Medication OmissionsMedication Omissions or Errors

 

Medication errors include giving a patient the wrong medication, giving medication at the wrong time, being given the wrong dose of a medication, or a patient failing to receive one of his/her medications. The consequence of each occurrence of a medication error, particularly omitting a patient's medication, can be quite significant and result in medical harm particularly when one considers that dialysis patients take large numbers of different medications each day; most take between 6 and 10 medications per day (based on the patient survey). Patients ascribe medication problems to inadequate communication.

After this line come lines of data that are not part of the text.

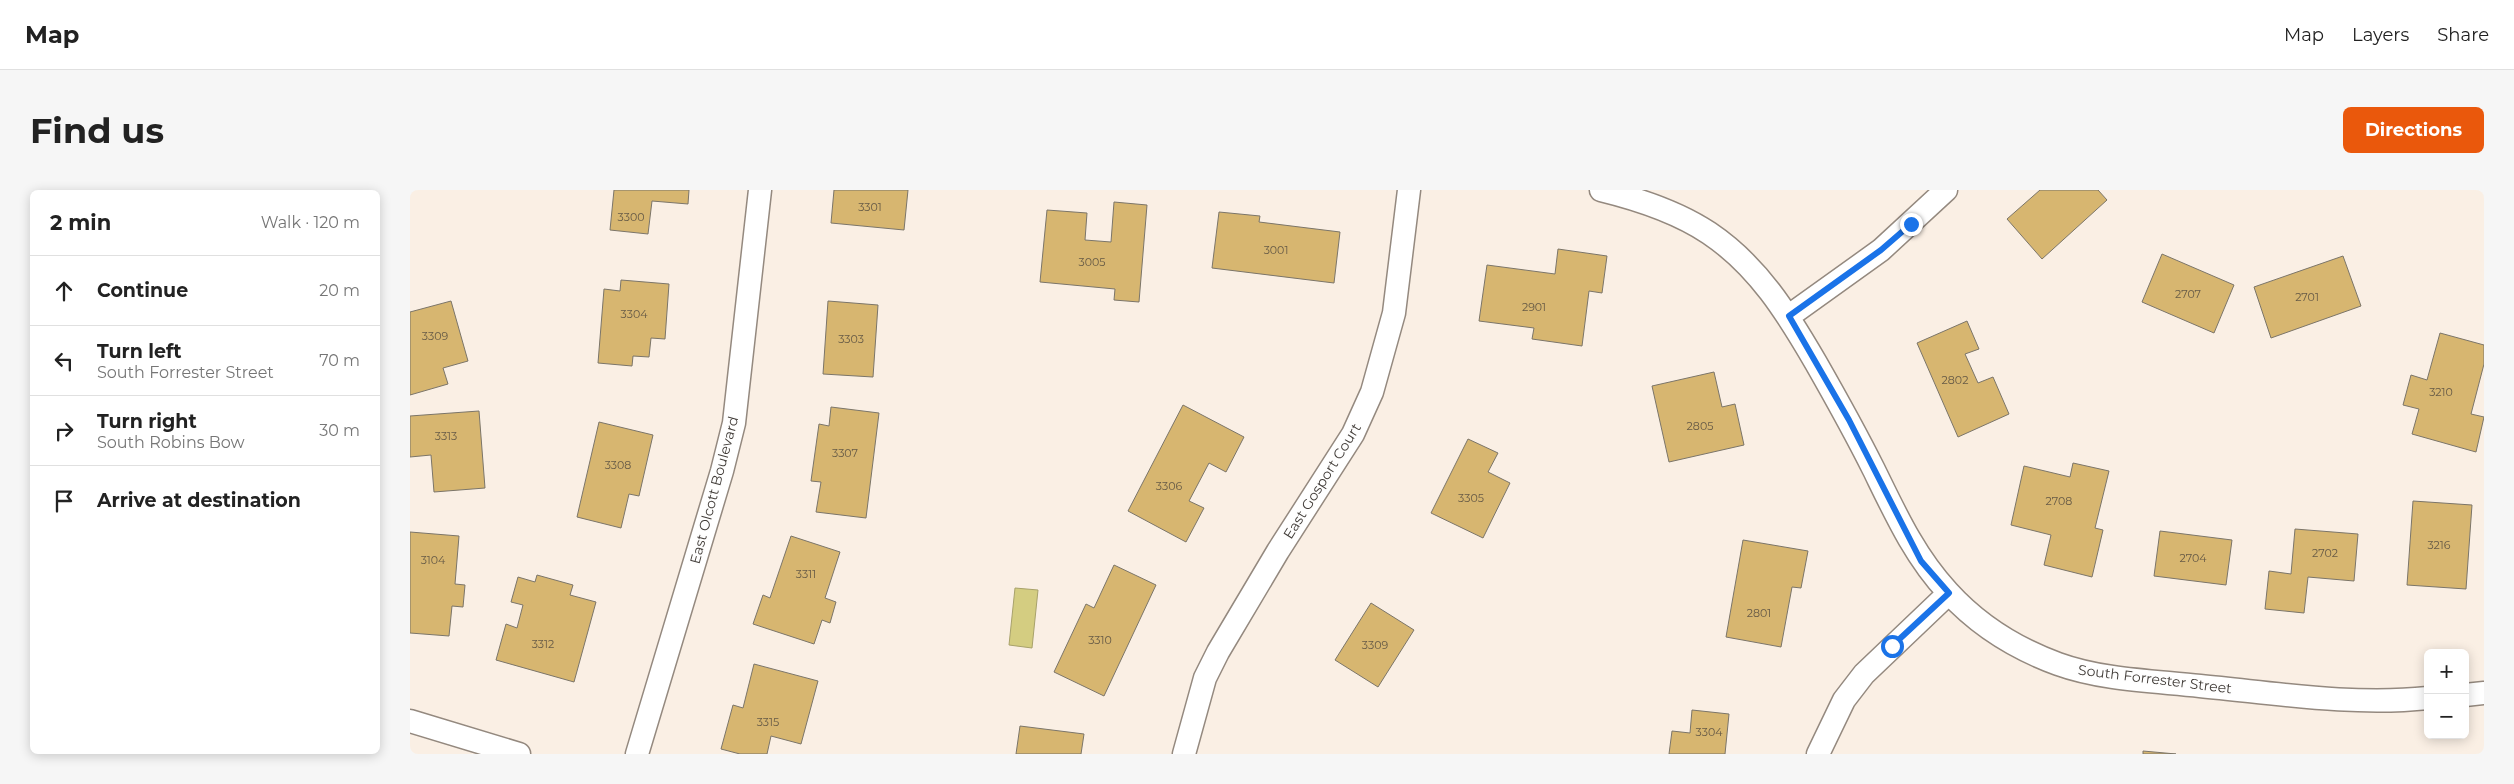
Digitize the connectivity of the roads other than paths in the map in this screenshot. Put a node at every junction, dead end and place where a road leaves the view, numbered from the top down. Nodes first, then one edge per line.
1 (760, 190) edge
2 (1409, 190) edge
3 (1601, 190) edge
4 (1946, 190) edge
5 (1789, 316) junction
6 (1949, 593) junction
7 (2484, 693) edge
8 (2469, 695) edge
9 (2424, 698) edge
10 (410, 721) edge
11 (519, 754) edge
12 (637, 754) edge
13 (1184, 754) edge
14 (1818, 754) edge

1 - 12 street, East Olcott Boulevard
2 - 13 street, East Gosport Court
3 - 5 street, South Forrester Street
4 - 5 street
5 - 6 street, South Forrester Street
6 - 9 street, South Forrester Street
6 - 14 street
7 - 8 street
10 - 11 street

Medication omission and errors might be resolved through a combination of professional and patient education and systems changes that build safeguards into medication routines and procedures.

 


 

Non Adherence to ProceduresNon Adherence to Procedures

 

Failure to adhere to procedures, including the performance of routine completion of pre- and post-dialysis tasks such as taking patients' weight and blood pressure, leads to medical errors, increased risk of hospitalization and mortality. Non-adherence may also include failing to follow procedures regarding trouble with needle insertion and failure to complete event reports when medical errors occur. Non-adherence may also include patients' skipping or shortening dialysis treatments thereby increasing their odds of mortality. Non-adherence problems may reflect issues with procedural guidance, training, and/or enforcement.

 


 

Venous Needle DislodgmentVenous Needle Dislodgement

 

Venous Needle Dislodgement (VND) is a consequence of hemodialysis that occurs when the needle delivering the cleansed blood from the machine back into the patient either partially or completely comes out of the access site. The consequences of VND range from minor blood loss to exsanguination. Patients at increased risk for VND include those that are restless or agitated or those who are mentally or cognitively challenged, such as those with dementia. Strategies for preventing VND include keeping access sites uncovered, anchoring lines to the patient rather than the bed or chair, and using a consistent taping technique with all patients.